ABC 4 news and abc4.com reported June 22, 2010 Utah’s Department of Beverage Control Board voted to reverse its proposal to close the South Salt Lake liquor store to cut the budget. One of the store’s champions – South Salt Lake’s police chief. He told the board the neighborhood needed the store to deter crime.
How does a liquor store fight crime?
"It's a business that brings people to the area,” says South Salt Lake Executive Officer Glen Keller. “That influx of people in and out of the area deters crime."
South Salt Lake needs all the help it can get.
"I don't like this area,” says former resident Tyrone Townsend. “There’s too much crime. I grew up here. I had to get out of here.”

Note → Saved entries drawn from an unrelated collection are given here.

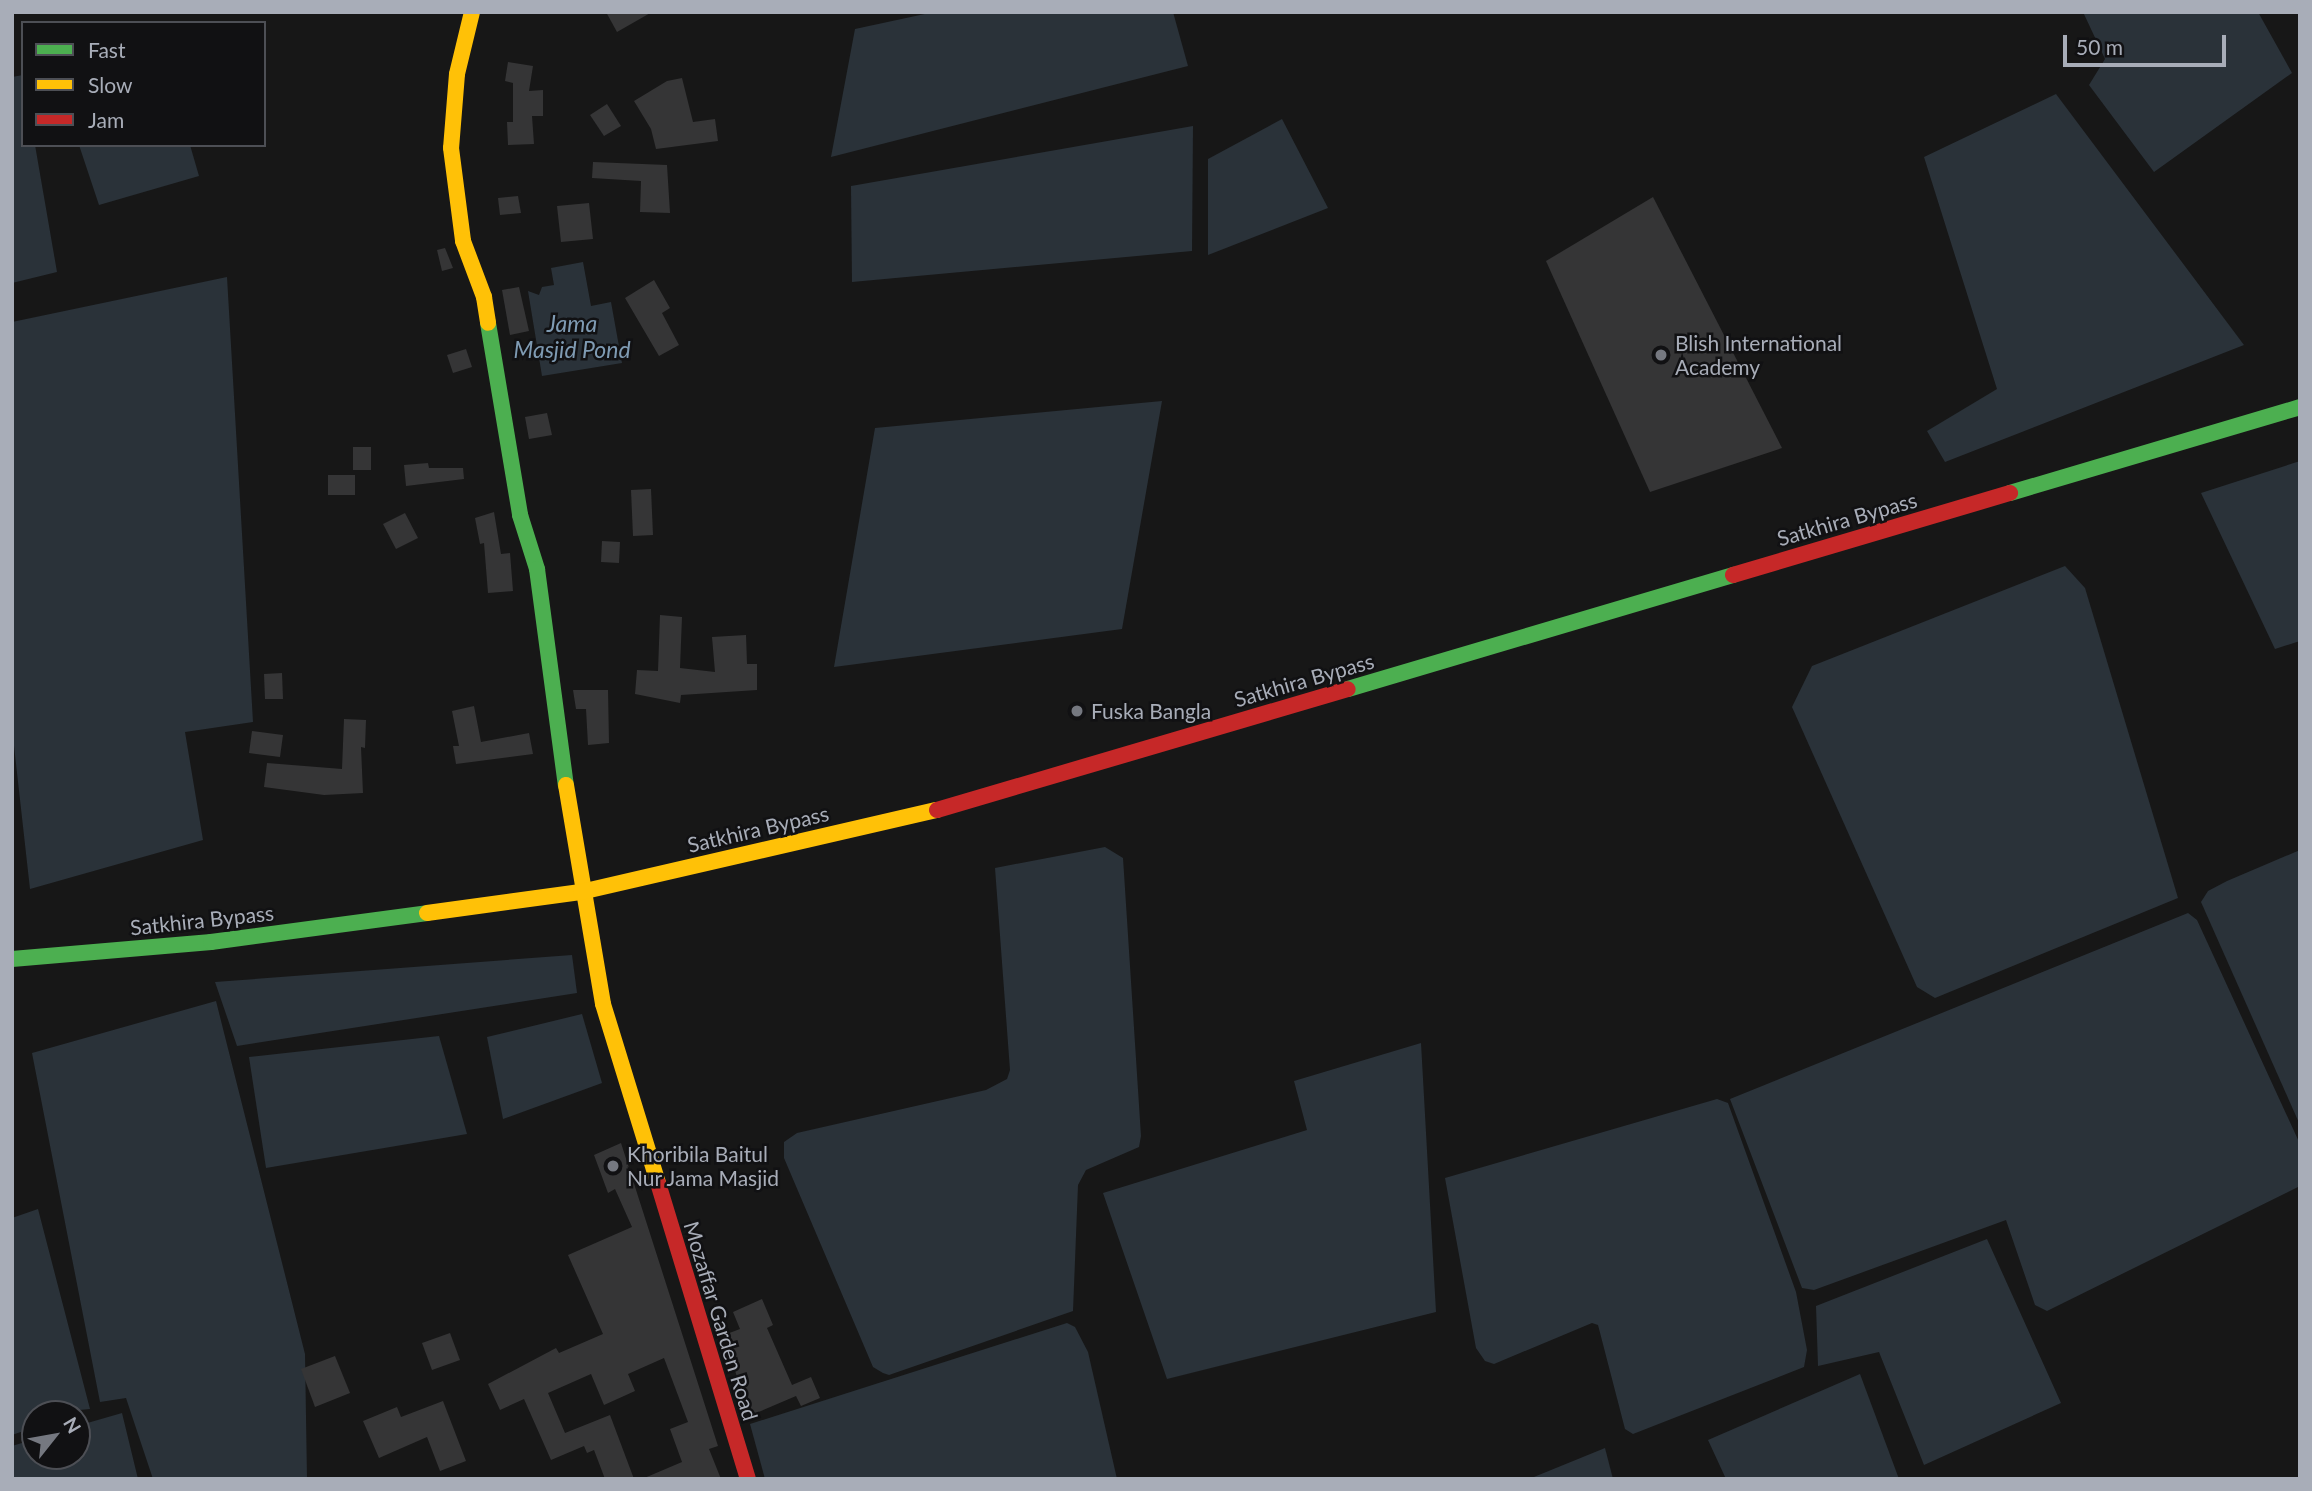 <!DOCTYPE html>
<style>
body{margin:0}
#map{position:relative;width:2312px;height:1491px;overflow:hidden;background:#171717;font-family:Lato,sans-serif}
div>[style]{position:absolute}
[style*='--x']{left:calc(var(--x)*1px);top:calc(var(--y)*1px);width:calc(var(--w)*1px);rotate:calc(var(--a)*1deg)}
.water>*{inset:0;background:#2a3239}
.building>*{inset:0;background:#353536}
.fast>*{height:16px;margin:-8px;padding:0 8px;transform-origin:8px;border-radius:8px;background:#4caf50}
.slow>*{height:16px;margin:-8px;padding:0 8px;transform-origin:8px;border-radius:8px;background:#ffc107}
.jam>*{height:16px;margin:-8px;padding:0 8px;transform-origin:8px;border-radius:8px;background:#c62828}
.dots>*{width:19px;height:19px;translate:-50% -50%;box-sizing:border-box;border:4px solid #111113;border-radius:50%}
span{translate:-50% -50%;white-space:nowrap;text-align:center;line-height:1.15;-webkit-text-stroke:5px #111113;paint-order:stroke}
.poi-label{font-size:21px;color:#a8adb8}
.left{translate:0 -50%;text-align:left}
.street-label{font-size:21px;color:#a8adb8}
.water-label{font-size:23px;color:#7f9bb3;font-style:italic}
.frame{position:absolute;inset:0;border:14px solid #a8adb8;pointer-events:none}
.legend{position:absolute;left:21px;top:21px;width:245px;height:126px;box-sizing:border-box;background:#111113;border:2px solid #4d4f55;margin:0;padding:9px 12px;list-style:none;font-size:21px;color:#a8adb8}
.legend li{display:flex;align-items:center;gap:14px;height:35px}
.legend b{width:35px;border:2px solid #4d4f55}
.north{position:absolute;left:21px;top:1400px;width:70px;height:70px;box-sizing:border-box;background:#111113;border:2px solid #4d4f55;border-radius:50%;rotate:59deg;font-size:19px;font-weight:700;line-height:28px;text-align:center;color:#a8adb8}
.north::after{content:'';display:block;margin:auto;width:24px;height:32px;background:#757880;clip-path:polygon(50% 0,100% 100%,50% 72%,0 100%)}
.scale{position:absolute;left:2063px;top:35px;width:163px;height:32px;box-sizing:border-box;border:4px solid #a8adb8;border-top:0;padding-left:9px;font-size:21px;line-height:24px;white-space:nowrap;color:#a8adb8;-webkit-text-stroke:5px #111113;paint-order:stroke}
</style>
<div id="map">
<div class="water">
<div style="clip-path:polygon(934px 12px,1173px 12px,1188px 66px,831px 157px,855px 29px)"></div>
<div style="clip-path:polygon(2083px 12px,2258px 12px,2292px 73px,2154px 172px,2089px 85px,2105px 59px)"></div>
<div style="clip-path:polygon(23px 75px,23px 145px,35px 145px,57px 272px,12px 283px,12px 77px)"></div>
<div style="clip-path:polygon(2056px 94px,2244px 345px,1945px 462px,1927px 431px,1997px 389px,1924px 157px)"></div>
<div style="clip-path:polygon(1282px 119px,1328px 208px,1208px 255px,1208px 159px)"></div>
<div style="clip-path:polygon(1193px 126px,1192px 251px,852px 282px,851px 186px)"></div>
<div style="clip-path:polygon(79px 145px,190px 145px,199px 176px,99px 205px)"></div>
<div style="clip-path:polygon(583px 262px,591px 306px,611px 302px,622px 363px,542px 376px,528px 291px,539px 295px,542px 287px,554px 285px,551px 268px)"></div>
<div style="clip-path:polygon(227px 277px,253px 722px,185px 732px,203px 840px,30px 889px,12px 728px,12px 322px)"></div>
<div style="clip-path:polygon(1162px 401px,1122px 629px,834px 667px,875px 428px)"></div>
<div style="clip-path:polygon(2300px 461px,2300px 641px,2275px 649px,2201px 493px)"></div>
<div style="clip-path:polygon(2065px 566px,2085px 588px,2178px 898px,1935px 998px,1917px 987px,1792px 707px,1812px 666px)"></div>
<div style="clip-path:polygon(1105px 847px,1123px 858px,1141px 1136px,1139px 1147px,1086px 1170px,1078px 1185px,1073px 1311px,889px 1375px,883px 1373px,873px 1367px,784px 1158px,784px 1142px,797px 1133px,986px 1090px,1007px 1079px,1010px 1070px,995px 868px)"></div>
<div style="clip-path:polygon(2300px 850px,2300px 1125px,2201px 902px,2208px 891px,2227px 881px)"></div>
<div style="clip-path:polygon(2188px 913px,2197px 920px,2300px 1144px,2300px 1186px,2047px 1311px,2035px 1305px,2006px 1220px,1814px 1290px,1802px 1288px,1730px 1099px)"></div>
<div style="clip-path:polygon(572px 955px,577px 993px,237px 1046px,215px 982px)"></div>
<div style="clip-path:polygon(216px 1001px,305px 1354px,307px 1479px,153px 1479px,126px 1398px,100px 1402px,32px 1053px)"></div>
<div style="clip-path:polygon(582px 1014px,602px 1083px,503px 1119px,487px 1037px)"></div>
<div style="clip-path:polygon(439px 1036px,467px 1134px,266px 1168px,249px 1057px)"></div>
<div style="clip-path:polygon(1421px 1043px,1436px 1312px,1167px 1379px,1103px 1193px,1307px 1130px,1294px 1081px)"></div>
<div style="clip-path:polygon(1717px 1099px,1728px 1103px,1796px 1292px,1807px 1350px,1804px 1367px,1633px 1434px,1625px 1429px,1598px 1325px,1592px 1323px,1494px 1364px,1485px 1361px,1476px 1348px,1445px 1178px)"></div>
<div style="clip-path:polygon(38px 1209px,90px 1409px,35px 1414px,35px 1427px,12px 1435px,12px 1218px)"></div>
<div style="clip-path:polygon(1987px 1239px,2061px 1403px,1924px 1465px,1879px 1352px,1818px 1366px,1816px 1306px)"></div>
<div style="clip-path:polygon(1067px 1323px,1075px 1327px,1088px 1352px,1117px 1479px,765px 1479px,750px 1424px)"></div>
<div style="clip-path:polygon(1860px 1374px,1899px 1479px,1726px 1479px,1708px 1440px)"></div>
<div style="clip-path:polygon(122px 1413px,138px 1479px,12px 1479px,12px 1446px,35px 1439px,35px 1456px,77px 1456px,77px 1426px)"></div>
<div style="clip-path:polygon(1605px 1448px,1613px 1479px,1529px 1479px)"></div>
</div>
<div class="building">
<div style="clip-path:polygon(606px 12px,652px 12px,617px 32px)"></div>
<div style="clip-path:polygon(508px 62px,533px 66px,529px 91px,543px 90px,543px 116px,532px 116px,534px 144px,508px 145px,507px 122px,513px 122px,513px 83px,505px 81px)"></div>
<div style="clip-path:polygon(682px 78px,693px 122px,715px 119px,718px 141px,656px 149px,651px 129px,634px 101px,667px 81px)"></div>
<div style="clip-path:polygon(607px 104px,621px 126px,604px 136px,590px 115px)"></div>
<div style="clip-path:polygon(593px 162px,667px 165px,670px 213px,640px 212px,641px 181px,592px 178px)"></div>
<div style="clip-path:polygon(518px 196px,521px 213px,500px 215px,498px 198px)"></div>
<div style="clip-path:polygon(1653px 197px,1782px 448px,1650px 492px,1546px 261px)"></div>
<div style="clip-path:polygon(589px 203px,593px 239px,561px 242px,557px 206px)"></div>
<div style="clip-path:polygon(445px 248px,453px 268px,442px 271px,437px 250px)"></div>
<div style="clip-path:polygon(654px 280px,670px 308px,662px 313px,679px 345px,659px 356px,625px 298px)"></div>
<div style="clip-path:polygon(519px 287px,529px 331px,510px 335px,502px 290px)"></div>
<div style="clip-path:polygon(466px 349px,472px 367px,453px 373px,447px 355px)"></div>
<div style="clip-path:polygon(547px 413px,552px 435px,529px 439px,525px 417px)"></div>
<div style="clip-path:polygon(353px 447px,371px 447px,371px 470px,353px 470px)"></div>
<div style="clip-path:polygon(428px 463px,429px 468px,463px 468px,464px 479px,406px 486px,404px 465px)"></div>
<div style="clip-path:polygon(328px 475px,355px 475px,355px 495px,328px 495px)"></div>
<div style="clip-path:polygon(651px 489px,653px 535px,633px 536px,631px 490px)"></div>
<div style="clip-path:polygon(494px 512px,501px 554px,510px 553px,513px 591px,488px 593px,484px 543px,480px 544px,475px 518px)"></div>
<div style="clip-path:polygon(405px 513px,418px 538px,396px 549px,383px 524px)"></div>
<div style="clip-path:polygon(602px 541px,620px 542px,619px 563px,601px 562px)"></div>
<div style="clip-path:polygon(660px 615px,682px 617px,680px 668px,715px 672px,712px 637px,746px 635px,747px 664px,757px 664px,757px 690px,681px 695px,680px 703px,635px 694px,637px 670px,658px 671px)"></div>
<div style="clip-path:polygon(282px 673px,283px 699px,265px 699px,264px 674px)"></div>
<div style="clip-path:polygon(573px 690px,608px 690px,609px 743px,588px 745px,586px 709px,576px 709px)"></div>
<div style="clip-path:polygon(474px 706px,481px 742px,529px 733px,533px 754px,456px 764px,453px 746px,459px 746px,452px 711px)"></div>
<div style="clip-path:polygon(344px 719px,366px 720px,365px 748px,361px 747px,363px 793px,324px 795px,264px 787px,267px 763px,342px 769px)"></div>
<div style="clip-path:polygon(252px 731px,283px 735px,280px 757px,249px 753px)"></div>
<div style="clip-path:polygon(621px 1143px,718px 1446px,709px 1449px,721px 1479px,642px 1479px,682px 1462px,670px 1429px,688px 1422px,664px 1358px,628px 1374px,635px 1391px,604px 1405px,591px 1374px,548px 1393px,565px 1433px,610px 1415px,634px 1479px,605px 1479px,594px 1450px,587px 1453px,584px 1446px,551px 1460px,524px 1399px,500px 1410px,488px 1384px,556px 1348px,559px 1353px,603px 1334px,568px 1255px,632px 1227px,615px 1189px,608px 1193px,594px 1155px)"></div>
<div style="clip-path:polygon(762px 1299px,773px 1325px,767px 1328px,792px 1385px,811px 1377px,820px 1398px,801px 1406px,796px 1396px,754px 1414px,742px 1393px,724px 1335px,740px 1329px,733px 1312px)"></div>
<div style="clip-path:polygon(450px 1333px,460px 1360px,432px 1370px,422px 1343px)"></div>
<div style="clip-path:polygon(335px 1356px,350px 1393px,315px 1407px,301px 1369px)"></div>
<div style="clip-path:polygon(443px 1401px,466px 1461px,440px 1471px,427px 1437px,379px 1458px,363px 1421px,397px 1407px,401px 1417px)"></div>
</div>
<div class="fast">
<div style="--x:488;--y:323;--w:195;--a:80.5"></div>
<div style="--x:520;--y:515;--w:57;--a:72.5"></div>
<div style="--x:537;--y:569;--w:218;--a:82.4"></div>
<div style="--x:2010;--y:493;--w:302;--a:-16.5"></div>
<div style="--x:1348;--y:689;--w:402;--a:-16.5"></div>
<div style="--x:12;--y:959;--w:200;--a:-4.9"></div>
<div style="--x:211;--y:942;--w:218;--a:-7.6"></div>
</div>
<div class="slow">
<div style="--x:472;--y:12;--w:64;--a:103.6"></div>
<div style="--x:457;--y:74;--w:74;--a:94.6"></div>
<div style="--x:451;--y:148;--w:94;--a:82.6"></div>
<div style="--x:463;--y:241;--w:60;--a:69.4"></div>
<div style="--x:484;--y:297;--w:26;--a:81"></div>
<div style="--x:566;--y:785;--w:222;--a:80.4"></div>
<div style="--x:603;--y:1004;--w:187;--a:72.9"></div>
<div style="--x:427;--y:913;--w:155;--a:-7.8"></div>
<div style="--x:581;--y:892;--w:365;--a:-13"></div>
</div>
<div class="jam">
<div style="--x:1733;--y:575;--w:289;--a:-16.5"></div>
<div style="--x:937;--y:810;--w:428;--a:-16.4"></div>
<div style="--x:658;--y:1183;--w:309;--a:73.1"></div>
</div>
<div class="dots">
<div style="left:1661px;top:355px;background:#757880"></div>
<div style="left:1077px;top:711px;background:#757880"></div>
<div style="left:613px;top:1166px;background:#757880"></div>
</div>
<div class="poi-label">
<span class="left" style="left:1675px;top:355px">Blish International<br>Academy</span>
<span class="left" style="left:1091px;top:711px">Fuska Bangla</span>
<span class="left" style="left:627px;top:1166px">Khoribila Baitul<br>Nur Jama Masjid</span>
</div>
<div class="street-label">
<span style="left:1847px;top:519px;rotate:-16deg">Satkhira Bypass</span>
<span style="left:1304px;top:680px;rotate:-16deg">Satkhira Bypass</span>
<span style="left:758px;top:829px;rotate:-13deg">Satkhira Bypass</span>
<span style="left:202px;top:920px;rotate:-6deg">Satkhira Bypass</span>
<span style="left:721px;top:1321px;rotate:73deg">Mozaffar Garden Road</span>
</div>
<div class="water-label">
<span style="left:572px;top:336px">Jama<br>Masjid Pond</span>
</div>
<div class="frame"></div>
<ul class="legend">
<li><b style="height:9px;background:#4caf50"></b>Fast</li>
<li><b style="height:9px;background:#ffc107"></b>Slow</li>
<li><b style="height:9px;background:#c62828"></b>Jam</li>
</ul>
<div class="north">N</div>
<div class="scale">50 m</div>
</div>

"There was a point in time when we had high crime rates in South Salt Lake,” says Keller. “I won't deny that."
Things have changed. South Salt Lake police report a drop in overall crime of 19% in the past three years. Crime Tracker shows the trend continues. Within one mile of the state liquor store, three crimes in 30 days. CrimeReports.com statistics show South Salt Lake is one of the lowest crime areas of any metropolitan city in Utah.
"This was the source of a lot of problems for a number of years," says Keller, pointing out any empty lot on the corner of State Street and 3,700 South.
The building that used to be here housed one-room apartments occupied mostly by criminals who committed countless drug crimes. Now, it’s gone. Keller says South Salt Lake's Community Resources Division cleaned it up, eliminating a crime magnet.
Others remain - vacant buildings that attract the wrong people. A former department store is now empty, a problem spot that spans a city block.
“We’ve got to put extra patrols on that address,” says Keller. “Plenty of people can hide in there and on the roof and engage in all sorts of activity.”
Police call it the broken window syndrome. A building is abandoned. Someone throws a rock and breaks a window. That becomes an invitation to other vandals to move in. The crime begins.
Police say saving the liquor store saves the entire neighborhood.
"You have a good business base here,” says Keller as we walk Miller Avenue in front of the store. “People come in and out of here. They watch what’s going on. They're our eyes and ears on the street."
The only complaint about the liquor store comes from the veterinarian next door, who objects to empty whiskey bottles on his property. Other than that statistics and appearances seem to suggest crime is moving out of South Salt Lake - something not many people in this city have heard in a long time.